Thursday, April 25, 2013

India....The next Tycoon



Bajaj Pulsar 200  masuk ke Indonesia lewat jaringan Kawasaki
 Para petinggi negara India begitu paham menjembatani dambaan  publik akan Merek-Merek terkenal dalam industri motor dunia dengan harga lokal, Support pemerintah terhadap Merek Lokal, Kesanggupan Merek Lokal merambah dunia dan yang paling penting pembukaan lapangan kerja . Ini yang kita sebagai bangsa mesti belajar.


Mahindra
 Bukan berita lagi bahwa Harley Davidson memproduksi motornya di pabrik  Bawal - Haryana - India. Model yang dibangun di India yakni Fatboy (Rs 14,9), Fatboy Special (Rs 15,6) dan Heritage Softail Classic (Rs. 16.25). lengkapnya di http://www.thehindu.com/business/Industry/harley-to-assemble-3-models-in-india-price-slashed/article4475376.ece. Sengaja ngak di kurs Rupiah , bisa bikin ngiler.....dan katanya HD lagi mempertimbangkan kelas 400-500 cc untuk segera produksi di sana


autoevolution
 Kolaborasi Bajaj sama KTM yang punya pabrik di Chakan dekat Pune - India udah menghasilkan KTM Duke 125. 200 dan 390. dan santer berita bahwa strategi KTM memperluas pasar kelas entrinya , mereka akan bikin versi faring dari duke , yakni RC 125, RC 200 dan RC 390 di India. Kalo harga mah cek aja sama mbah Goggle , soalnya tapi soal harga bisa nangis bombay kalo di bandingin.

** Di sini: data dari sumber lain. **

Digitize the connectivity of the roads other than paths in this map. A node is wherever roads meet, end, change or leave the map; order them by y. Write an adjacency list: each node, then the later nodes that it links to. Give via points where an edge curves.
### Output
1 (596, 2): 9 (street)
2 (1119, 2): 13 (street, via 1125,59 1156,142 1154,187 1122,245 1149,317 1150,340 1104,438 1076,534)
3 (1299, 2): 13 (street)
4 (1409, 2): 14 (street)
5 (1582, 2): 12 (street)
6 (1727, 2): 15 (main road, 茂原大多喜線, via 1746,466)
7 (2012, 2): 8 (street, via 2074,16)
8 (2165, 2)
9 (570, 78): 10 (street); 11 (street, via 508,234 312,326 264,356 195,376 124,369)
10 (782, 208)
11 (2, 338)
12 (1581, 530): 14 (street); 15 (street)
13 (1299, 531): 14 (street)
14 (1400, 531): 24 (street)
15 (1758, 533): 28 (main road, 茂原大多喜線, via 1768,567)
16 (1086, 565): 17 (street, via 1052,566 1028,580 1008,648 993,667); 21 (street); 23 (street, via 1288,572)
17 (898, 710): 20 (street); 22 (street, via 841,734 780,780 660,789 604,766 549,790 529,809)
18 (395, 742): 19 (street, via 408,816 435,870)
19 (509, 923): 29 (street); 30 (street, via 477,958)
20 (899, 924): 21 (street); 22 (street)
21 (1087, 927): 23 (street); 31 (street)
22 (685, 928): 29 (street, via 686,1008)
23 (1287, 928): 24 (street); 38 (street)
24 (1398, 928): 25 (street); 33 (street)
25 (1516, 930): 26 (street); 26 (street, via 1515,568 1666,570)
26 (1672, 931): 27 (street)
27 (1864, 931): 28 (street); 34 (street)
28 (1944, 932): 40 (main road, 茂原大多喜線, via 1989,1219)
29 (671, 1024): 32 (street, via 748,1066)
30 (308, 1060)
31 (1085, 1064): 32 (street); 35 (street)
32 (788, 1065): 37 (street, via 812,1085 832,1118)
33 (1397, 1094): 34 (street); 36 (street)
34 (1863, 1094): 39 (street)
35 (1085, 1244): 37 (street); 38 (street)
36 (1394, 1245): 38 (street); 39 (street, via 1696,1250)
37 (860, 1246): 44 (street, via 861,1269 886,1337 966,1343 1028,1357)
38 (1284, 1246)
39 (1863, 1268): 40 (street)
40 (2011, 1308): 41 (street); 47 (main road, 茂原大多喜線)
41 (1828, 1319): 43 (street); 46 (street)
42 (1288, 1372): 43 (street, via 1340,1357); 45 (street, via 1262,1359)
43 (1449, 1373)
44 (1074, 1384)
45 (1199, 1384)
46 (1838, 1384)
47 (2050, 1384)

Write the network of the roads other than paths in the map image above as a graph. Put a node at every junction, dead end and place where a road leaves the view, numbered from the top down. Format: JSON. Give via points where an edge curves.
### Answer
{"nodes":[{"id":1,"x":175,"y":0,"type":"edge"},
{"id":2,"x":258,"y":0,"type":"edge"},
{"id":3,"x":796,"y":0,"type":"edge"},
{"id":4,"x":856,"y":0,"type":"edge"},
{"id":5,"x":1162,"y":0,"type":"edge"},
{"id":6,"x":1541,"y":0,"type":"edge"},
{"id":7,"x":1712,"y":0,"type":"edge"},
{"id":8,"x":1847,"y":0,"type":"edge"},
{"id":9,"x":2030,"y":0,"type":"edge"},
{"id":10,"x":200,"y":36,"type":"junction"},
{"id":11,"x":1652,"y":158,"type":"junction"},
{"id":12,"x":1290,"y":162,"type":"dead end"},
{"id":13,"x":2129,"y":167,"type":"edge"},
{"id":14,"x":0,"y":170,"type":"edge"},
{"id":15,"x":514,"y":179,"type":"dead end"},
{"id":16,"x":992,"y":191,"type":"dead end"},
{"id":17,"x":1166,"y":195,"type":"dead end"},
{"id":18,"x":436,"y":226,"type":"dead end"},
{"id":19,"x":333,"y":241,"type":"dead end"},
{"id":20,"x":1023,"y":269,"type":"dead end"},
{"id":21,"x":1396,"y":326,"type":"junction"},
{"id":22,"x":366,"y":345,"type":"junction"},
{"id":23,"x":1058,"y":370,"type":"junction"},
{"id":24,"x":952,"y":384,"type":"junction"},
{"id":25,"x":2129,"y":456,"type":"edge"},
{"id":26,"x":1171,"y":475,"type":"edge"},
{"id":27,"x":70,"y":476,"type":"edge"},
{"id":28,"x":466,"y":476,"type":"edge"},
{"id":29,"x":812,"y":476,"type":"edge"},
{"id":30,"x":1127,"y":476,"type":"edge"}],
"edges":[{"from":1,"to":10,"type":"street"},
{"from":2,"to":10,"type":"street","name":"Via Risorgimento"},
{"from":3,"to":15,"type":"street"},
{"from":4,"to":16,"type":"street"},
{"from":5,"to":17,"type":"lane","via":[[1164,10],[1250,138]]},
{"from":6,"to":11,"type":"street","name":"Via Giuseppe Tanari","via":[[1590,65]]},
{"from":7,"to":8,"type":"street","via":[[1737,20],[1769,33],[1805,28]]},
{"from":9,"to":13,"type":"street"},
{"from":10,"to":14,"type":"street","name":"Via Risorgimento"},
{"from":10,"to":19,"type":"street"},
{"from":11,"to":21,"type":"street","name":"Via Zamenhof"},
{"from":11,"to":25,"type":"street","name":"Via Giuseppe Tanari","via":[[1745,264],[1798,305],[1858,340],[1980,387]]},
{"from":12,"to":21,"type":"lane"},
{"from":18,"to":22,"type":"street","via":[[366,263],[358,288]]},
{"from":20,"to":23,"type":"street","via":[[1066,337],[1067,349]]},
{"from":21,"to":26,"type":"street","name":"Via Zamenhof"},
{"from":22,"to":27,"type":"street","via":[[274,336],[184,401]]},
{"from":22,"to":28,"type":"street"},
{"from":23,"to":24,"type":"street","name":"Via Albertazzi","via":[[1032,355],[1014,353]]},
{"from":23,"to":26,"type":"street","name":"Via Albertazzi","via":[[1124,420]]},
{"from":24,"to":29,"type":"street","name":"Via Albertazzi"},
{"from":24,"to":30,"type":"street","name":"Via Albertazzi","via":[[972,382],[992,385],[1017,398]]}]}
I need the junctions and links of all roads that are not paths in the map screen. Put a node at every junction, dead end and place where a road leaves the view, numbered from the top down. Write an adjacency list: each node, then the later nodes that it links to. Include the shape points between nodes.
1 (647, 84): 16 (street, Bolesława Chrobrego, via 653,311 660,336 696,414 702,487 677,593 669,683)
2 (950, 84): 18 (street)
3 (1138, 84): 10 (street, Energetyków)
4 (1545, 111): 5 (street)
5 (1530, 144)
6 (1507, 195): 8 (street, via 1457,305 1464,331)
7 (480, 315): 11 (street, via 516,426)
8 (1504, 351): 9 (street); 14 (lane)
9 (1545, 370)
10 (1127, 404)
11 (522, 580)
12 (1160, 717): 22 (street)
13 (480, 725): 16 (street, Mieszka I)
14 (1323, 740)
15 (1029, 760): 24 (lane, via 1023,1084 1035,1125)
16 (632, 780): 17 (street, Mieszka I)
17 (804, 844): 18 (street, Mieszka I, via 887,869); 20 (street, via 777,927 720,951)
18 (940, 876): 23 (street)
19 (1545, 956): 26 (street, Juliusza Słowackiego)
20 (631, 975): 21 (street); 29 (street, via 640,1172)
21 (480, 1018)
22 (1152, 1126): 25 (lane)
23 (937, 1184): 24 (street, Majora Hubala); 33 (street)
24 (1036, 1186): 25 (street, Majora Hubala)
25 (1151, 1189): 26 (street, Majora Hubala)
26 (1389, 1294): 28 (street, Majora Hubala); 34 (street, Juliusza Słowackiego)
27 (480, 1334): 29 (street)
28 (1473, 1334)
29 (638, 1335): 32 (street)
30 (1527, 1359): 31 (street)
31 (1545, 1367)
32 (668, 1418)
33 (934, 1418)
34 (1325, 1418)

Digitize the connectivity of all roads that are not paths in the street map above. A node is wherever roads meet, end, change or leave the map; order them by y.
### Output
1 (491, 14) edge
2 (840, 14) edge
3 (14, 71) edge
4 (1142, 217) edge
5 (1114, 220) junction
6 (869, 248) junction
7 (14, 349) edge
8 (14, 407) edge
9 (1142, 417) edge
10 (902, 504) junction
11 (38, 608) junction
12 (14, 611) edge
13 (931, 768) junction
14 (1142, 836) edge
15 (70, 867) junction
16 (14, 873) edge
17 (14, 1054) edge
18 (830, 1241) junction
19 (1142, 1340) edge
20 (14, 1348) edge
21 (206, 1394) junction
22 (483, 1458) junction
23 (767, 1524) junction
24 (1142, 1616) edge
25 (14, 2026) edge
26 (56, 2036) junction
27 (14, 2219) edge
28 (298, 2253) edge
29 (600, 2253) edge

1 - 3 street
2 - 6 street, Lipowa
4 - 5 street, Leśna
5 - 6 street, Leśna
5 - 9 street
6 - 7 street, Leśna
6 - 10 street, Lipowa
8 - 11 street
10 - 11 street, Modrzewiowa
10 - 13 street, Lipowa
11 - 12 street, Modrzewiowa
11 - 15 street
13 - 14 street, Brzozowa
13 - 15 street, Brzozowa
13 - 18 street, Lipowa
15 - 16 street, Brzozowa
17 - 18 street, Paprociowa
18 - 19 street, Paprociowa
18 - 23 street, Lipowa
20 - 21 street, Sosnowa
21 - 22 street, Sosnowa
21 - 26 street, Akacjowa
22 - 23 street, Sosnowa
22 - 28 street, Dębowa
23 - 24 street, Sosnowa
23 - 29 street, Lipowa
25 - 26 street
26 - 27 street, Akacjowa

Hyosung, merek Korea yang kiprahnya di Indonesia dengan  RX 125 - Dual purpose, Karion 125 , sempet dipegang Bosowa grup terus sekarang PT Honley Indonesia. Di India Hyosung kerjasama dengan DSK. Dsk Hyosung ini merakit kelas 250cc, 650cc dan sekarang mereka mengincar kelas 125-150 cc di 2 pabriknya  di Wai dan Mahasastra.
http://www.zigwheels.com/news-features/news/dskhyosung-considering-125cc150cc-bikes-for-india/16209/

Dsk- Hyosung



TVS teken kerjasama dengan BMW Motoradd. TVS adalah Pabrik motor terbesar ke 2 di India, Mereka juga punya pabrik di Indonesia. Langkah BMW berkerjasama dengan TVS adalah usaha mereka masuk Kelas menengah bahkan  mungkin kelas entri yang begitu mengiurkan (Jutaan unit - Lokal dan Ekspor), dan buat TVS sendiri kerjasama ini merupakan pengakuan akan mutu , pengembangan model dan kemampuan mereka merambah pasar.

Piaggio  dengan Vespanya  membangun pabrik di Baramati - Mahasastra - India dengan target 150.000 unit pertahun. Di Indonesia yang sempet punya pabrik di Pulogadung entah kenapa tutup milih jadi Importir  doang.

 Kuartet Jepang - udah pasti, mereka juga punya pabrik di India dengan pasar dalam  negeri dan ekspor termasuk ke Indonesia,  lengkapnya baca blog para fan boys merek kuartet Jepang aja , lebih sangar ulasannya.

LML awalnya berkolaborasi dengaan Piaggio, belakangan berpisah. Salah satu produk LML adalah Star 200 yang merupakan clone Vespa PX series.




Hero -Impulse
Belom lagi merek India yang lain kaya Hero, LML, Mahindra ,Tata, Royal Enfield (aslinya dari Inggris - tahun 1956 mulai dirakit , 1995 dibeli penuh Enfield of India yang berbasis di Chennai - Enslikopedi).

Sama-sama negara berkembang - Indonesia Merdeka duluan 1945 , India 1947. Kalo soal motor harus di akui India lebih maju.

Dalam Politik ada suara bilang mau pilih  gaya kepemimpinan  China atau Demokrasi ala India. Nampaknya dua negara tersebut mencapai kemajuan dan kemandiriannya masing-masing .

Barangkali Indonesia mesti mencari gayanya tersendiri  untuk kemajuan dan mandiri terutama di dunia Motor.......Dari berbagai sumber......semoga bermanfaat.